Thursday, April 28, 2011

No one will second-guess Alabama being in Tornado Alley ever again...

I wrote my last post while sitting in the windowless, interior hallway during a tornado warning. Thankfully, we had no tornado damage- just a lot of flooding. You should have seen my street. And by "street," I mean, lake.


Yesterday, tornadoes pummeled Alabama. My home, Alabama. The last time I checked the death toll, it was around 170, just in Alabama. Tuscaloosa was all but obliterated from the map. My hometown of Huntsville, along with the rest of the Tennessee Valley (in North Alabama) is without power for the foreseeable future. They're looking, realistically, at a week. One of the main power plants for the area was hit. When I talked to my parents yesterday, they told me that the water processing plants have been imploring residents to conserve water, as well, because they are unable to purify water at a fast enough rate.



When the tornado hit Union three years ago, we discovered a strange emotional phenomenon which we called "tornado guilt." This was experienced primarily by those who were not injured during the storm and who did not lose much (or anything). They felt horribly guilty that they didn't suffer with the rest of us. There was no reason for that; none of us who went through the actual tornado or lost things would have wanted it to happen to anyone else.


Weirdly enough, even though I already went through my own tornado, I felt tornado guilt yesterday. I felt like I should have been there to go through it with my parents. Why? Who knows...it's not a rational feeling at all. My parents were really glad that Sister and I were in Jackson. Mom and Dad have an AWESOME storm shelter, so they were completely safe throughout the whole ordeal. Nonetheless, I still felt like I should have been there.


Union students are taking donations for students in Alabama, particularly at the University of Alabama. I felt like I'd come full-circle as I went through my clothes and rounded up things to send to my home state; this is exactly what people did for us just a few short years ago. I guess it's a tangible way to a) help and b) deal with Tornado Guilt.

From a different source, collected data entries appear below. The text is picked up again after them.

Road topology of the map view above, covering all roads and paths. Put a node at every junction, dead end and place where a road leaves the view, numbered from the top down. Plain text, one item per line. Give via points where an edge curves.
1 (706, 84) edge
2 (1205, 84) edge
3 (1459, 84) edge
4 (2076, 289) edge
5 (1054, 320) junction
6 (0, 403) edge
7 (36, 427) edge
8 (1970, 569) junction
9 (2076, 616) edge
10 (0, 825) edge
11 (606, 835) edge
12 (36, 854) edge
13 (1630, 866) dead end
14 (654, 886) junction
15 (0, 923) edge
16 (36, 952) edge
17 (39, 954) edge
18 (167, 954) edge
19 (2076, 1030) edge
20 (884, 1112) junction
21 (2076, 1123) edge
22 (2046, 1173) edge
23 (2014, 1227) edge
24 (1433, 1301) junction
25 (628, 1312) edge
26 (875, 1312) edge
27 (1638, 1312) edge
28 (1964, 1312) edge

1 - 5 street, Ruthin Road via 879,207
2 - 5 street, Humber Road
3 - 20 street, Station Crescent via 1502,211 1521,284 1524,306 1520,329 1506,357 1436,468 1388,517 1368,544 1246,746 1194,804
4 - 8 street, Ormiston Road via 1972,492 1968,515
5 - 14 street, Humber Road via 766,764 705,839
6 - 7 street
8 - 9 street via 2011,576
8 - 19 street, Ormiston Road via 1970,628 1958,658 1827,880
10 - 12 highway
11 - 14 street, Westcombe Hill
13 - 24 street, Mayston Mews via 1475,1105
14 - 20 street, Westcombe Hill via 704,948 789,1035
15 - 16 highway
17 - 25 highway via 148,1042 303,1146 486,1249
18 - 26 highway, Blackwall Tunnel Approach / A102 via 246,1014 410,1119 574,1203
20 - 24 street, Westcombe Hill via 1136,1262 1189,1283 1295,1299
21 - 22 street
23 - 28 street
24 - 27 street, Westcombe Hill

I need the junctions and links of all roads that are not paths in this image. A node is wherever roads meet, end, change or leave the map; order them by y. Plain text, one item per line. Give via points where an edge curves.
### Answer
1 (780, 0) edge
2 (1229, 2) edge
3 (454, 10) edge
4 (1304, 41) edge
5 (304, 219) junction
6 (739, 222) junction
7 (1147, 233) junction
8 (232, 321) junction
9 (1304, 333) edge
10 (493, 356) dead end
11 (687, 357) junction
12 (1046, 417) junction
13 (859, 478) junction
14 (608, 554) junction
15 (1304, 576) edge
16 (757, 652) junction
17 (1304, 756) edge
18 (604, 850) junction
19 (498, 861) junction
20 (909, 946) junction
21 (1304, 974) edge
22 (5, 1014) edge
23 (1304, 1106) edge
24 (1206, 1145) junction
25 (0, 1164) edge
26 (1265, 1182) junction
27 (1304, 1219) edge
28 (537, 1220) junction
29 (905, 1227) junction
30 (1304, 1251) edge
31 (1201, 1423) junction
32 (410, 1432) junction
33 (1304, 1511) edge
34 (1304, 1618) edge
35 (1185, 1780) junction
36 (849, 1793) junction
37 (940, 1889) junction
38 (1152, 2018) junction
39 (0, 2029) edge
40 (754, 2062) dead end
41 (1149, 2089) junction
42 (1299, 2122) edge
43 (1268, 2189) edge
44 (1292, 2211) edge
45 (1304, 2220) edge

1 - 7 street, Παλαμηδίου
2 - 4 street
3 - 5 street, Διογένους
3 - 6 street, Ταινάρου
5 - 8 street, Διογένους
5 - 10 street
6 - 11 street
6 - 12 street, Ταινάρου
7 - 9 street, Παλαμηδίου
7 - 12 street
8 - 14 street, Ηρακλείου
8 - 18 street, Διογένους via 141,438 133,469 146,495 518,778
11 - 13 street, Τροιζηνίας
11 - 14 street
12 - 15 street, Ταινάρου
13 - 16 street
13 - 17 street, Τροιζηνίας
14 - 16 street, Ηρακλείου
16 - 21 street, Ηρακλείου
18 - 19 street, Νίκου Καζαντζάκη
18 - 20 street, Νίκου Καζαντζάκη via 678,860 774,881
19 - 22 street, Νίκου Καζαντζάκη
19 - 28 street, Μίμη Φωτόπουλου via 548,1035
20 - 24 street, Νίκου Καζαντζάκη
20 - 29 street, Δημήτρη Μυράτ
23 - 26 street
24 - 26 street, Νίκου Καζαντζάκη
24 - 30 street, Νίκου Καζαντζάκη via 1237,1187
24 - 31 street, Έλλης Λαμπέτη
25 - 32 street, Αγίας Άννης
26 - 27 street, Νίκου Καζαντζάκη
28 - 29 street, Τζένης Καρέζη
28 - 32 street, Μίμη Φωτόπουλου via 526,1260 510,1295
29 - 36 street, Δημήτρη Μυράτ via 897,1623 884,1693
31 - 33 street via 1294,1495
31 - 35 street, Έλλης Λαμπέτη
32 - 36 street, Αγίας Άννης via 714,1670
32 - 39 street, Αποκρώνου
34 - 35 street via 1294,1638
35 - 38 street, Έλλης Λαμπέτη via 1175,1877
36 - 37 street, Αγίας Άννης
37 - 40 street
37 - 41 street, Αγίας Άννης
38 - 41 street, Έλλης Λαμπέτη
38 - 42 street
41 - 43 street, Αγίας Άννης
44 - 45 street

I'm so thankful to the Lord for His protection for not only my parents but also my friends and all of my extended family (that's right, we're ALL Alabamians). He's so good.

1 comment:

Jennifer said...

I'm from Tuscaloosa. Most of my family is still there. I've been feeling a little bit of that Tornado Guilt myself. I have some family that was injured, but will be OK. I also have some family that suffered great property loss. So sad!